EXERCISE DATA Start Marker
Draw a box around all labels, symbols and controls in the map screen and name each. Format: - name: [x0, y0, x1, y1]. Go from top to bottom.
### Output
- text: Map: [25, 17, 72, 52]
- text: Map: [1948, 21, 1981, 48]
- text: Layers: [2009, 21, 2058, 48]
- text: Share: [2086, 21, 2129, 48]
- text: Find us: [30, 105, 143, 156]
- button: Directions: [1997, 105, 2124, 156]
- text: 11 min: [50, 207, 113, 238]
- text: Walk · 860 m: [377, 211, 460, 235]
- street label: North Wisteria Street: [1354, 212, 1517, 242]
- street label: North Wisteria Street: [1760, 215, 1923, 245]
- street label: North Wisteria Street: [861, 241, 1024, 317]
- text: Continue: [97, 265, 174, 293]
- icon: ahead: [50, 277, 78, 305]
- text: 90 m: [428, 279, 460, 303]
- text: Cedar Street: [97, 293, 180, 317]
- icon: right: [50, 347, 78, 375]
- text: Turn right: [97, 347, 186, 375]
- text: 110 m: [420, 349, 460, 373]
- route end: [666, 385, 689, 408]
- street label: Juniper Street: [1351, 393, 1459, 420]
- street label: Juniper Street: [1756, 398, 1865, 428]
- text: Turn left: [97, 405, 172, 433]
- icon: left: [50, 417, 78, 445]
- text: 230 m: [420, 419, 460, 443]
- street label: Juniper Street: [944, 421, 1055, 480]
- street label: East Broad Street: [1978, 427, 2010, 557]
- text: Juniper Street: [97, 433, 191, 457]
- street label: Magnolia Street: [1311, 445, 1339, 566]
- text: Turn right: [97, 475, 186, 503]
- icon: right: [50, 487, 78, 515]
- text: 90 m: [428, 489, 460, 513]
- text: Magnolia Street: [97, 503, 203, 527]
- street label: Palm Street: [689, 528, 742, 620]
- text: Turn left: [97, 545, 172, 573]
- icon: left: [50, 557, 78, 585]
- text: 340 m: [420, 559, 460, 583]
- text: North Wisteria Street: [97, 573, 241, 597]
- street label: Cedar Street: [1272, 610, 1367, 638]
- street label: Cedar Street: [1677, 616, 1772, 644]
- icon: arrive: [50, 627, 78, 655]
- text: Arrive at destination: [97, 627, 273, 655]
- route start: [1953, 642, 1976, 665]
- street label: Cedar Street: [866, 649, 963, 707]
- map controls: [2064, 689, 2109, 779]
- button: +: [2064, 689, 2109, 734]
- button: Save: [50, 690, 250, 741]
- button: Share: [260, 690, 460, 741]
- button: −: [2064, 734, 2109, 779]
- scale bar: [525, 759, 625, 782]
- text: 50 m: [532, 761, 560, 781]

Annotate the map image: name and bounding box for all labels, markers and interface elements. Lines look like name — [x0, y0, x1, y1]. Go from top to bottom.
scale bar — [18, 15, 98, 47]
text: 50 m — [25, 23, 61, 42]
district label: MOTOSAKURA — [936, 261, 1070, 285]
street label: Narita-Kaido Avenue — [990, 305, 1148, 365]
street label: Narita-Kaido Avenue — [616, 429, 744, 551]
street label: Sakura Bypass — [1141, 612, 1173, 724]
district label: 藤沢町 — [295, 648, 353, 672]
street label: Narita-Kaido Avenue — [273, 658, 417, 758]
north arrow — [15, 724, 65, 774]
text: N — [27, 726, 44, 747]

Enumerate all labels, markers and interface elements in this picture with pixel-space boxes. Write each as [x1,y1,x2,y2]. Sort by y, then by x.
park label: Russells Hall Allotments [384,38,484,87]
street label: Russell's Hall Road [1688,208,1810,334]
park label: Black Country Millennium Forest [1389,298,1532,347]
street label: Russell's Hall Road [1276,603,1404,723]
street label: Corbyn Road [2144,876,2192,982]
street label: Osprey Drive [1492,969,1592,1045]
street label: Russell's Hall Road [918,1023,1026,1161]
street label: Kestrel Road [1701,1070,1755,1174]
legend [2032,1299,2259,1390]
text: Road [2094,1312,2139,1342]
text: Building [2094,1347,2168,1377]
EXERCISE DATA End Marker
■ **EXERCISE DESCRIPTION**
Restate the whole of the data exactly.

■ **FINISHED EXERCISE**
Draw a box around all labels, symbols and controls in the map screen and name each. Format: - name: [x0, y0, x1, y1]. Go from top to bottom.
### Output
- text: Map: [25, 17, 72, 52]
- text: Map: [1948, 21, 1981, 48]
- text: Layers: [2009, 21, 2058, 48]
- text: Share: [2086, 21, 2129, 48]
- text: Find us: [30, 105, 143, 156]
- button: Directions: [1997, 105, 2124, 156]
- text: 11 min: [50, 207, 113, 238]
- text: Walk · 860 m: [377, 211, 460, 235]
- street label: North Wisteria Street: [1354, 212, 1517, 242]
- street label: North Wisteria Street: [1760, 215, 1923, 245]
- street label: North Wisteria Street: [861, 241, 1024, 317]
- text: Continue: [97, 265, 174, 293]
- icon: ahead: [50, 277, 78, 305]
- text: 90 m: [428, 279, 460, 303]
- text: Cedar Street: [97, 293, 180, 317]
- icon: right: [50, 347, 78, 375]
- text: Turn right: [97, 347, 186, 375]
- text: 110 m: [420, 349, 460, 373]
- route end: [666, 385, 689, 408]
- street label: Juniper Street: [1351, 393, 1459, 420]
- street label: Juniper Street: [1756, 398, 1865, 428]
- text: Turn left: [97, 405, 172, 433]
- icon: left: [50, 417, 78, 445]
- text: 230 m: [420, 419, 460, 443]
- street label: Juniper Street: [944, 421, 1055, 480]
- street label: East Broad Street: [1978, 427, 2010, 557]
- text: Juniper Street: [97, 433, 191, 457]
- street label: Magnolia Street: [1311, 445, 1339, 566]
- text: Turn right: [97, 475, 186, 503]
- icon: right: [50, 487, 78, 515]
- text: 90 m: [428, 489, 460, 513]
- text: Magnolia Street: [97, 503, 203, 527]
- street label: Palm Street: [689, 528, 742, 620]
- text: Turn left: [97, 545, 172, 573]
- icon: left: [50, 557, 78, 585]
- text: 340 m: [420, 559, 460, 583]
- text: North Wisteria Street: [97, 573, 241, 597]
- street label: Cedar Street: [1272, 610, 1367, 638]
- street label: Cedar Street: [1677, 616, 1772, 644]
- icon: arrive: [50, 627, 78, 655]
- text: Arrive at destination: [97, 627, 273, 655]
- route start: [1953, 642, 1976, 665]
- street label: Cedar Street: [866, 649, 963, 707]
- map controls: [2064, 689, 2109, 779]
- button: +: [2064, 689, 2109, 734]
- button: Save: [50, 690, 250, 741]
- button: Share: [260, 690, 460, 741]
- button: −: [2064, 734, 2109, 779]
- scale bar: [525, 759, 625, 782]
- text: 50 m: [532, 761, 560, 781]

Annotate the map image: name and bounding box for all labels, markers and interface elements. Lines look like name — [x0, y0, x1, y1]. Go from top to bottom.
scale bar — [18, 15, 98, 47]
text: 50 m — [25, 23, 61, 42]
district label: MOTOSAKURA — [936, 261, 1070, 285]
street label: Narita-Kaido Avenue — [990, 305, 1148, 365]
street label: Narita-Kaido Avenue — [616, 429, 744, 551]
street label: Sakura Bypass — [1141, 612, 1173, 724]
district label: 藤沢町 — [295, 648, 353, 672]
street label: Narita-Kaido Avenue — [273, 658, 417, 758]
north arrow — [15, 724, 65, 774]
text: N — [27, 726, 44, 747]

Enumerate all labels, markers and interface elements in this picture with pixel-space boxes. Write each as [x1,y1,x2,y2]. Sort by y, then by x.
park label: Russells Hall Allotments [384,38,484,87]
street label: Russell's Hall Road [1688,208,1810,334]
park label: Black Country Millennium Forest [1389,298,1532,347]
street label: Russell's Hall Road [1276,603,1404,723]
street label: Corbyn Road [2144,876,2192,982]
street label: Osprey Drive [1492,969,1592,1045]
street label: Russell's Hall Road [918,1023,1026,1161]
street label: Kestrel Road [1701,1070,1755,1174]
legend [2032,1299,2259,1390]
text: Road [2094,1312,2139,1342]
text: Building [2094,1347,2168,1377]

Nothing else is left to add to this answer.